Google Admits Gemini AI Promotional Video Was Fabricated
Earlier this week, Google launched its Gemini AI platform that 'wowed' the tech world. A video posted on YouTube showcased the new AI model's capabilities to process and reason with text, images, audio, video, and code. However, it has since come to light that Google staged the hands-on video demonstration of Gemini AI.
Bloomberg reports that Google modified interactions with Gemini AI to create the demonstration video. The video is titled "Hands-on with Gemini: Interacting with Multimodal AI."
Google admitted in the video's description: "For the purposes of this demo, latency has been reduced, and Gemini outputs have been shortened for brevity." In other words, the model's response time takes much longer than the video showed.
Gemini wasn't responding to real-world prompts. According to Bloomberg, it was identifying what was being shown in still images:
In reality, the demo also wasn't carried out in real time or in voice. When asked about the video by Bloomberg Opinion, a Google spokesperson said it was made by "using still image frames from the footage, and prompting via text," and they pointed to a site showing how others could interact with Gemini with photos of their hands, or of drawings or other objects. In other words, the voice in the demo was reading out human-made prompts they'd made to Gemini, and showing them still images. That's quite different from what Google seemed to be suggesting: that a person could have a smooth voice conversation with Gemini as it watched and responded in real-time to the world around it.
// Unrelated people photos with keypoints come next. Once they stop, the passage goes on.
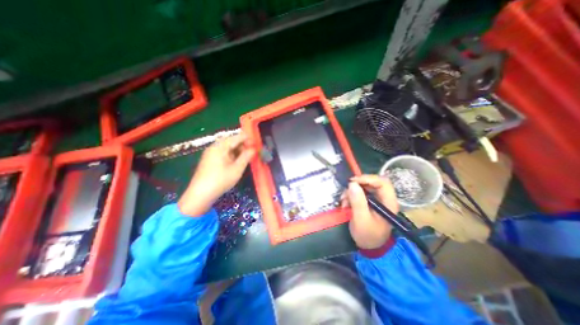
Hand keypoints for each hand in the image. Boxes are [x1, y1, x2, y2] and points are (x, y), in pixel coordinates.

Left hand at [178, 134, 253, 217]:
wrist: (200, 194)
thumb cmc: (221, 180)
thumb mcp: (237, 168)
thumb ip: (246, 156)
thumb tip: (254, 149)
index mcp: (220, 146)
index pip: (237, 137)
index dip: (248, 139)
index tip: (257, 144)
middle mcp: (214, 147)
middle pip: (231, 141)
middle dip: (243, 145)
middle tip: (252, 152)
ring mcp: (211, 153)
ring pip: (227, 147)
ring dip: (238, 150)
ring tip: (246, 158)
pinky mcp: (209, 160)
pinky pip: (223, 153)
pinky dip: (232, 155)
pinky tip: (237, 162)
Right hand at [343, 175, 399, 248]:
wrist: (368, 246)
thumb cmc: (367, 235)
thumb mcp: (361, 219)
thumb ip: (357, 202)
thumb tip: (352, 184)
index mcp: (388, 202)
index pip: (382, 182)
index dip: (368, 178)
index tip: (353, 182)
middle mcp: (383, 199)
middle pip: (372, 183)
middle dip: (357, 186)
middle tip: (346, 191)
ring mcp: (375, 200)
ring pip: (363, 187)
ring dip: (351, 192)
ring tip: (344, 202)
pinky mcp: (368, 202)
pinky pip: (359, 193)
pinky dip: (350, 196)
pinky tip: (345, 204)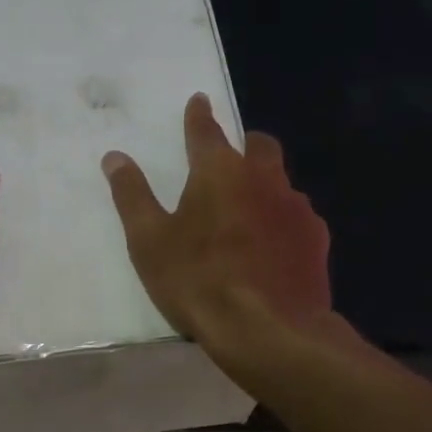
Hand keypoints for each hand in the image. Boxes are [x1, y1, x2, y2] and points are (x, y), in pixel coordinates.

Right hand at [102, 93, 331, 344]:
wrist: (268, 330)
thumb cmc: (199, 281)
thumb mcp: (150, 241)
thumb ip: (132, 196)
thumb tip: (114, 157)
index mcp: (220, 171)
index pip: (206, 130)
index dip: (198, 115)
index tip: (198, 101)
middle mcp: (264, 178)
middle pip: (259, 146)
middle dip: (244, 144)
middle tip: (229, 159)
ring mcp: (296, 208)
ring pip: (281, 182)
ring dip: (264, 186)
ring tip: (248, 213)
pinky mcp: (316, 239)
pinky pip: (297, 217)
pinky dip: (281, 221)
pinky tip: (272, 247)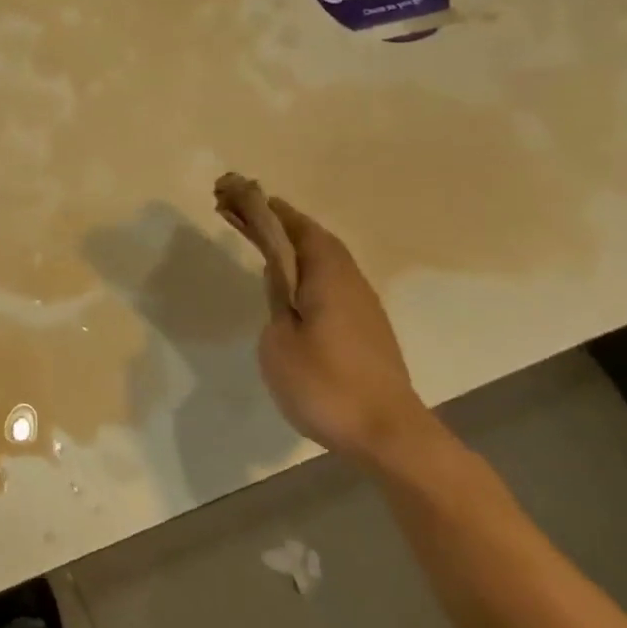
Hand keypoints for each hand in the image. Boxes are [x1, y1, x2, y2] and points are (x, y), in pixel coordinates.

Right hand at [256, 200, 437, 466]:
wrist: (388, 435)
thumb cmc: (326, 384)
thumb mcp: (281, 340)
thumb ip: (277, 299)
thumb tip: (278, 274)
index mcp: (328, 277)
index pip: (295, 228)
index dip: (267, 209)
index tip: (238, 192)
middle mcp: (349, 281)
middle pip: (311, 237)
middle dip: (276, 221)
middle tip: (239, 209)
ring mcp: (362, 305)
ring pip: (323, 258)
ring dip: (290, 242)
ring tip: (258, 237)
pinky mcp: (365, 328)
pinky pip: (329, 278)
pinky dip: (303, 265)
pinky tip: (289, 279)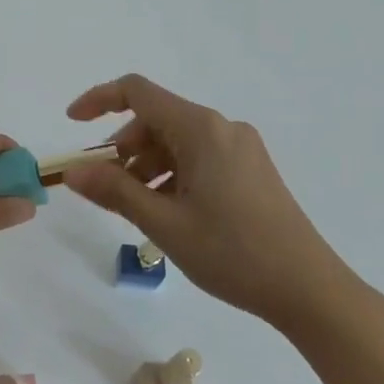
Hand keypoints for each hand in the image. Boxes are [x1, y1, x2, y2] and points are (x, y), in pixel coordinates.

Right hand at [62, 75, 354, 331]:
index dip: (98, 100)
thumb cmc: (233, 253)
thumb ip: (114, 191)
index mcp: (200, 128)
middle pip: (156, 120)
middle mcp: (221, 127)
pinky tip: (168, 211)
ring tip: (137, 209)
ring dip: (147, 166)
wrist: (311, 291)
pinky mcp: (251, 169)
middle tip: (105, 188)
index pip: (137, 92)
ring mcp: (240, 148)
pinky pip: (198, 157)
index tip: (72, 123)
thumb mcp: (164, 223)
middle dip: (123, 148)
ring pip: (176, 141)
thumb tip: (72, 172)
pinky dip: (172, 174)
Google shares were pumped on the Gemini AI release video - only to be sold after reports of the fake video started hitting tech blogs overnight, with Bloomberg reporting Friday morning.
Parmy Olson for Bloomberg first reported there was something up with the video around 3 pm Thursday:
✨More from Google on THAT Gemini “duck” video:
— Parmy Olson (@parmy) December 7, 2023
"We created the demo by capturing footage in order to test Gemini’s capabilities on a wide range of challenges," a spokesperson says. "Then we prompted Gemini using still image frames from the footage, & prompting via text.” (1/5) pic.twitter.com/zeia8gkX6u
A Google spokesperson said that "the user's voiceover is all real excerpts from the actual prompts used to produce the Gemini output that follows."
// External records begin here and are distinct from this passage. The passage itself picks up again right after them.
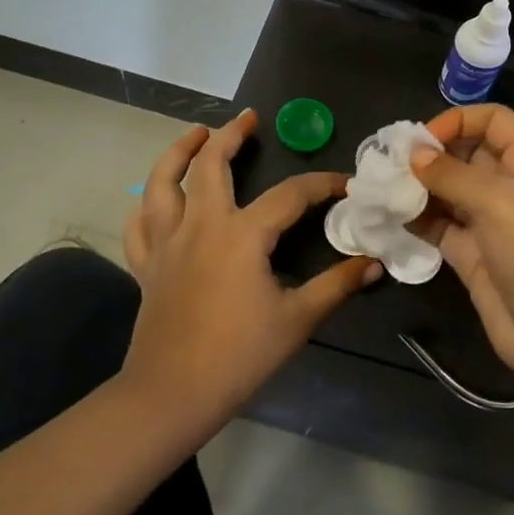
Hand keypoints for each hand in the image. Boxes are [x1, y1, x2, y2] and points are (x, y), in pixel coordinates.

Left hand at [122, 110, 378, 429]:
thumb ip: (336, 286)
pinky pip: (140, 224)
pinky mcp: (146, 265)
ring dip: (178, 152)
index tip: (345, 183)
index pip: (290, 195)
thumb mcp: (297, 319)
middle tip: (249, 119)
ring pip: (162, 182)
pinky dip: (146, 204)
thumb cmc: (238, 356)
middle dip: (231, 135)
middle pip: (211, 165)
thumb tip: (373, 263)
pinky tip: (157, 197)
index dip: (321, 184)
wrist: (171, 395)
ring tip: (195, 133)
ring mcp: (167, 243)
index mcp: (242, 234)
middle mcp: (201, 225)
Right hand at [414, 105, 513, 399]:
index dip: (459, 121)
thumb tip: (413, 155)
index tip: (424, 140)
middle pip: (466, 152)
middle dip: (431, 154)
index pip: (494, 120)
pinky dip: (417, 218)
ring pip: (449, 190)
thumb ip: (451, 174)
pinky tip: (391, 216)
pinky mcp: (472, 253)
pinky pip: (440, 226)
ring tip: (384, 187)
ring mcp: (490, 221)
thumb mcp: (497, 202)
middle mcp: (510, 185)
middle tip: (391, 163)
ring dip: (419, 186)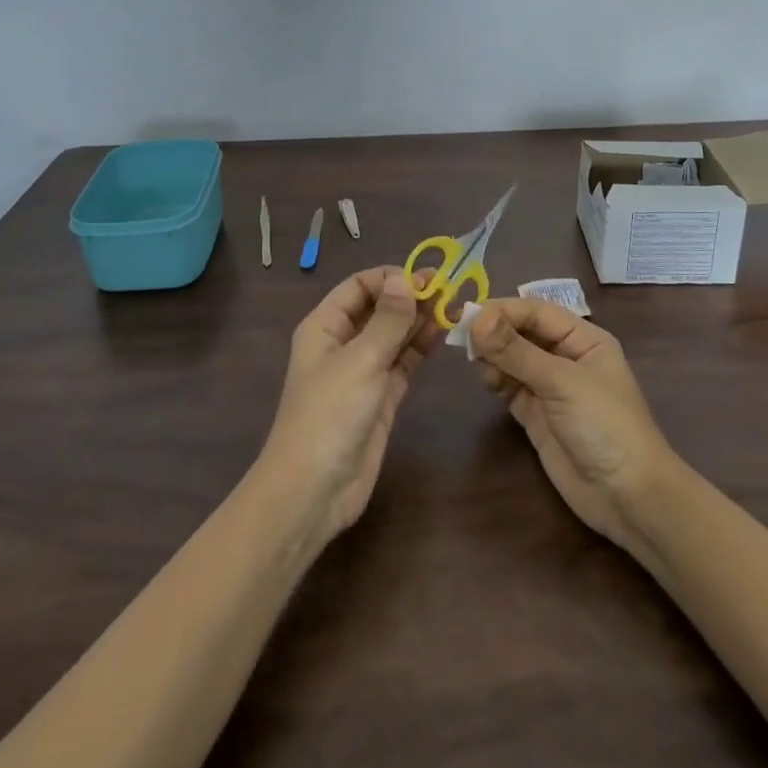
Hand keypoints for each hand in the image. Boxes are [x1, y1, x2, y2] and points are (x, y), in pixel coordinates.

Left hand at [256, 266, 441, 551]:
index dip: (389, 278)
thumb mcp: (360, 361)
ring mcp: (363, 371)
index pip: (358, 286)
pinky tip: (442, 333)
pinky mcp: (381, 397)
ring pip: (393, 335)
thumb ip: (387, 320)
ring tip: (453, 305)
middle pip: (378, 309)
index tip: (426, 277)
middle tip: (448, 288)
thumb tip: (404, 278)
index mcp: (325, 326)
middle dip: (409, 297)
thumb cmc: (329, 415)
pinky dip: (420, 348)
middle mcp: (343, 343)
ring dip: (419, 320)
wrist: (313, 490)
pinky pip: (402, 362)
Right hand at [470, 299, 677, 554]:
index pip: (536, 311)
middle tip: (464, 340)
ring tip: (479, 365)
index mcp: (583, 338)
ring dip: (493, 356)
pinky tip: (488, 383)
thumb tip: (476, 319)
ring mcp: (550, 387)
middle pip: (522, 332)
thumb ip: (517, 351)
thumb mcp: (562, 382)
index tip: (468, 317)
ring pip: (512, 358)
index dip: (503, 311)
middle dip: (494, 332)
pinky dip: (496, 379)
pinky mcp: (536, 414)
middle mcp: (566, 356)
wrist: (629, 497)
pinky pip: (510, 386)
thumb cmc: (605, 426)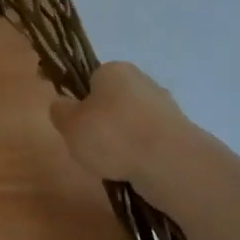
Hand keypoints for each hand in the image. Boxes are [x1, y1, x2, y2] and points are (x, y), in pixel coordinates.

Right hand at [49, 62, 190, 185]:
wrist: (168, 161)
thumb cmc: (112, 135)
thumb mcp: (70, 125)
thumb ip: (60, 112)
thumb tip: (62, 105)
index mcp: (114, 70)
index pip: (91, 80)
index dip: (81, 102)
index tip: (76, 125)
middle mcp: (142, 80)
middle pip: (113, 101)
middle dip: (103, 122)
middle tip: (91, 147)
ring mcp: (164, 106)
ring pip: (132, 122)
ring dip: (122, 140)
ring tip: (113, 164)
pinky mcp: (179, 131)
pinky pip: (149, 141)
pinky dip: (140, 153)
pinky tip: (134, 169)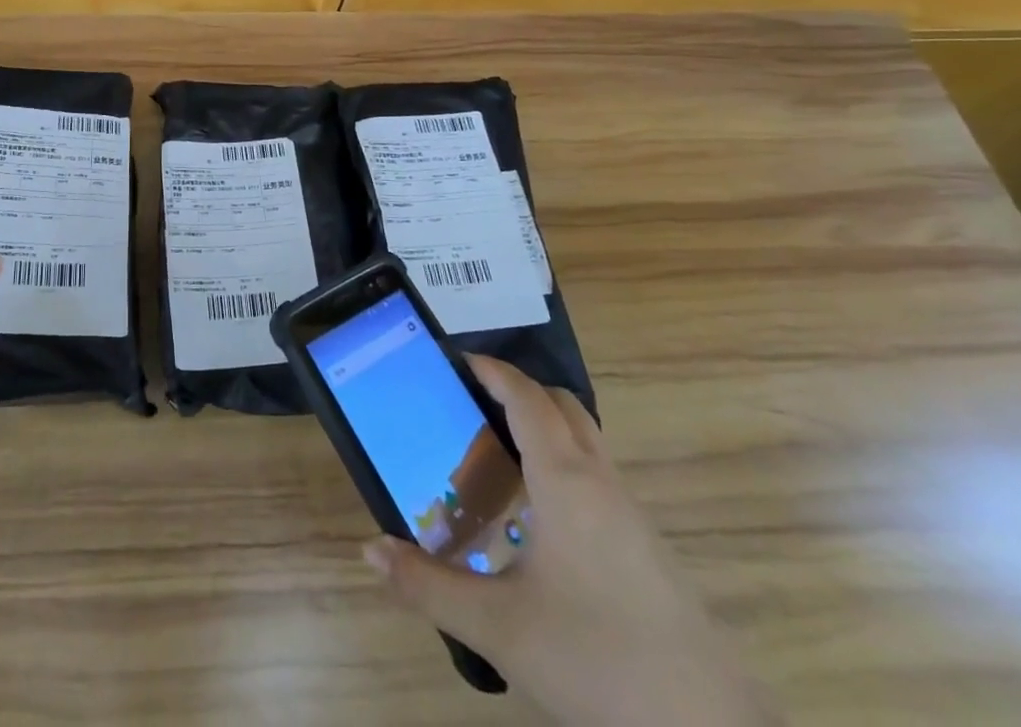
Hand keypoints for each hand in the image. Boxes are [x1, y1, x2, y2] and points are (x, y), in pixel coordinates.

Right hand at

X users were not happy with Google's video, indicating they felt misled by the tech giant:
Yesterday, Google shocked the world with its new AI, "Gemini."
— Clint Ehrlich (@ClintEhrlich) December 7, 2023
But it turns out the video was fake: the A.I. *cannot* do what Google showed.
It's my opinion, as a lawyer and computer scientist, that (1) Google lied and (2) it broke the law. 🧵 pic.twitter.com/VDfvcwfQeO
So do I understand correctly, this Gemini video was not realtime? So fake it till you make it? Again, American prototype-based scheme, just some video editing to drop some fascinating demo for demo purposes…
— Anton Prokhorov (@hollandseuil) December 7, 2023
Multimodal AI isn’t a big deal anymore, for now, what could be a big…
A lot of AI fraud this week. First the AI posing project and now the Google Gemini video. Probably seeing a slow down in AI breakthroughs and people don’t want to let go of the hype cycle
— Odell Blackmon III (@nodellodell) December 8, 2023
It’s insane how deceptive that video demo was. It was all cherry picked. They used static images with prompts and then made it appear gemini was analyzing the video in near real time. The whole video demo was a fraud.
— Steven Moon (@stevenmoon) December 8, 2023
Google giving repeat 2018 fake ai assistant demo vibes. https://t.co/ObhLxmKJBb
The bottom line is to maintain skepticism, especially towards claims made by tech companies, showboating their latest and greatest chatbots. This serves as an important reminder to be cautious about the AI bubble.